◆ Aim of the task ◆
Look through the records below and state how many lines carry the string "then", adding nothing.

◆ Data section ◆
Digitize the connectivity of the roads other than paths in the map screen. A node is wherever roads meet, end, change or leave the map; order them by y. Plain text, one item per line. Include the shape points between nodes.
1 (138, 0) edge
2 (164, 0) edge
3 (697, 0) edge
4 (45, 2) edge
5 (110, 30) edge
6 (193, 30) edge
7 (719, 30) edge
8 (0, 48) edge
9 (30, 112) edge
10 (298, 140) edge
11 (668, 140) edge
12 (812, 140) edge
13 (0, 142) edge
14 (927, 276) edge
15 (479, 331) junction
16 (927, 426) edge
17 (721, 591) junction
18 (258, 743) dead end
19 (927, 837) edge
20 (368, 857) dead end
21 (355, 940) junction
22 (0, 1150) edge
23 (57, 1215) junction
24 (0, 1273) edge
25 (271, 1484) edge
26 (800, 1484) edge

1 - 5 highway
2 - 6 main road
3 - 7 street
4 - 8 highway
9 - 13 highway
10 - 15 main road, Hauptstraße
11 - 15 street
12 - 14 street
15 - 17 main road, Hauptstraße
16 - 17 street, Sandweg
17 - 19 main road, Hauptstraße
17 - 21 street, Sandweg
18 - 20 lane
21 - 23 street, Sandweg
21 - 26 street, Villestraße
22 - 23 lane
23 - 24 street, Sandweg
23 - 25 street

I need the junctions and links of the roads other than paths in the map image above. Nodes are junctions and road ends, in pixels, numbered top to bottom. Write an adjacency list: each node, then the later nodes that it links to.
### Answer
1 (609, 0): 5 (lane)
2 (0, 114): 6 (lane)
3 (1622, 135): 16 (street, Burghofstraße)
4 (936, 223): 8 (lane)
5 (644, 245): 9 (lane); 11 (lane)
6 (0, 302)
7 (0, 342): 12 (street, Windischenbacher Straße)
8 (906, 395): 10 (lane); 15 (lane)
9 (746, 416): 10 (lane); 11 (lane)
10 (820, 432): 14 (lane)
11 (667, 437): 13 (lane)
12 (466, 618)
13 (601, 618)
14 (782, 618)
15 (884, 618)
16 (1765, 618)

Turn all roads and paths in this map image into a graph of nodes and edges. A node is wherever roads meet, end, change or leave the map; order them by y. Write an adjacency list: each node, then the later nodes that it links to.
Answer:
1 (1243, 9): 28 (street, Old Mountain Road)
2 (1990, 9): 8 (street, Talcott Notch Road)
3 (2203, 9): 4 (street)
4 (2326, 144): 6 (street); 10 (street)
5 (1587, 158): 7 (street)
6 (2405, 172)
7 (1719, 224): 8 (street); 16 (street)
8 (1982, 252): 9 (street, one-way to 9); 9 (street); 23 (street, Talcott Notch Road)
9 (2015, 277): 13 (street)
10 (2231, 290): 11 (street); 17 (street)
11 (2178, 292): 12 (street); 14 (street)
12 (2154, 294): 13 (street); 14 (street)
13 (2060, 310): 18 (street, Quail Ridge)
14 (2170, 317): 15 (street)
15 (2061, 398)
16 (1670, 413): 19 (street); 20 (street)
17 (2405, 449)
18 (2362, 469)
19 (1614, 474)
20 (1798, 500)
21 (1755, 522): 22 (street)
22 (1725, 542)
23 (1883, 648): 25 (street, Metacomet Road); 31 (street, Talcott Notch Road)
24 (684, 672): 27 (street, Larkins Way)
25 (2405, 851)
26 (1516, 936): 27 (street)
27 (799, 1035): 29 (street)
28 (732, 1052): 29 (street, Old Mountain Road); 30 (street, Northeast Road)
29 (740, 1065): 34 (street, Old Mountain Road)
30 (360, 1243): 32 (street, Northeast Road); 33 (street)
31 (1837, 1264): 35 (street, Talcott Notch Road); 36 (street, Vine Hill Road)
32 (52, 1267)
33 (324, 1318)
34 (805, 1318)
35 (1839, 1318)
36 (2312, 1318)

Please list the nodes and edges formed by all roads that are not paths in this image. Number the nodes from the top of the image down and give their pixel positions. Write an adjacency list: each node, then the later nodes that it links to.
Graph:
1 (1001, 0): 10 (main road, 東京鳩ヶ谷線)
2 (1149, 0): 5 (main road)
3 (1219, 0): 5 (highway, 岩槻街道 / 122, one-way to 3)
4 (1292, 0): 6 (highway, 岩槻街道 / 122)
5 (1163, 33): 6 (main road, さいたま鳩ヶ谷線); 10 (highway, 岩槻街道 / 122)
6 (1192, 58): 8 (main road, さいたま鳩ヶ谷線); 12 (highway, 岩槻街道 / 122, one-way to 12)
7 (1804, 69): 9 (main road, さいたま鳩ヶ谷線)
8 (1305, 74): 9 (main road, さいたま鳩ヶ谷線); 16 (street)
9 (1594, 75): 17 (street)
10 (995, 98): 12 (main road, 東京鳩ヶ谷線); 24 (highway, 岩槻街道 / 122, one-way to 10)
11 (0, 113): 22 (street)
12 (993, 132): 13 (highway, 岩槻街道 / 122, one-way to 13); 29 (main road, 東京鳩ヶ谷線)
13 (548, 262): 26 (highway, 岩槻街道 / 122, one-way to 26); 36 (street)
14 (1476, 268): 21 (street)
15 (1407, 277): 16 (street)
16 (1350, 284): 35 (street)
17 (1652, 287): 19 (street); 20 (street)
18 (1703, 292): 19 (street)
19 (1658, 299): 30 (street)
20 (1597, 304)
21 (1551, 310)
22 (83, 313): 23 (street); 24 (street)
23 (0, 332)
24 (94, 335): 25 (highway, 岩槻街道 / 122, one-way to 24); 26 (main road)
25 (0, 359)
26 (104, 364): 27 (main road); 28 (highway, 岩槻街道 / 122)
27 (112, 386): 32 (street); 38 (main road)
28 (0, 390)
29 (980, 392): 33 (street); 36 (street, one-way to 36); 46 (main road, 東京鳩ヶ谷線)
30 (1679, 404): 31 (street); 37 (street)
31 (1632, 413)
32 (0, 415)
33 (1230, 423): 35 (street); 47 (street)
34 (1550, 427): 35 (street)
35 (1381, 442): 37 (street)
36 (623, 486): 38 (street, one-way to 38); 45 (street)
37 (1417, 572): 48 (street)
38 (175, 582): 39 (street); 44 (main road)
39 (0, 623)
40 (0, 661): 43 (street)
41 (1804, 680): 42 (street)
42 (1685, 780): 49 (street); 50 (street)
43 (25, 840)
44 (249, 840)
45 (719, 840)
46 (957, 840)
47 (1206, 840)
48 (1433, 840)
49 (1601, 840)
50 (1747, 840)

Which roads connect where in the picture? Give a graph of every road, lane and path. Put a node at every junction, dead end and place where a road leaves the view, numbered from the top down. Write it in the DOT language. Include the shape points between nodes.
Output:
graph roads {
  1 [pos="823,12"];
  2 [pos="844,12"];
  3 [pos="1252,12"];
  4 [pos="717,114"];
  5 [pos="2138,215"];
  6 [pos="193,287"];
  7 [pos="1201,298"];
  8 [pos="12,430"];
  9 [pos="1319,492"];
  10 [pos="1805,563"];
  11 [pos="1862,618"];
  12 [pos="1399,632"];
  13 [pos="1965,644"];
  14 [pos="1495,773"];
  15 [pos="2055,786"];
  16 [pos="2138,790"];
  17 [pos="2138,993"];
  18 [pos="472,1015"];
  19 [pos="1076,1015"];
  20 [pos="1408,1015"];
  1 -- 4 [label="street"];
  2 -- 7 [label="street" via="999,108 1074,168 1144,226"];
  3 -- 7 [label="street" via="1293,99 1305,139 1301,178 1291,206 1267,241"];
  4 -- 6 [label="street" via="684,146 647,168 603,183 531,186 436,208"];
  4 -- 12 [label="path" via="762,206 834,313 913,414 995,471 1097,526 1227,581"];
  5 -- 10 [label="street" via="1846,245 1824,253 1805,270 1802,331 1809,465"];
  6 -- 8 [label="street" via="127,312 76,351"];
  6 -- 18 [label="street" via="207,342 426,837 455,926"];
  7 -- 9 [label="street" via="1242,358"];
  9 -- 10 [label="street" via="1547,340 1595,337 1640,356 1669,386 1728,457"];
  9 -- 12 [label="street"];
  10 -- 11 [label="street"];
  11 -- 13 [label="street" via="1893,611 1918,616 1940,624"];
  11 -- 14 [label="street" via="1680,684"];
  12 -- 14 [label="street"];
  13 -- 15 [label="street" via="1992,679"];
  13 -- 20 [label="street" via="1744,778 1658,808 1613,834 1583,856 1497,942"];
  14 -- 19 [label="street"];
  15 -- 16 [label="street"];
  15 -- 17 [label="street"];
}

◆ Task solution ◆
3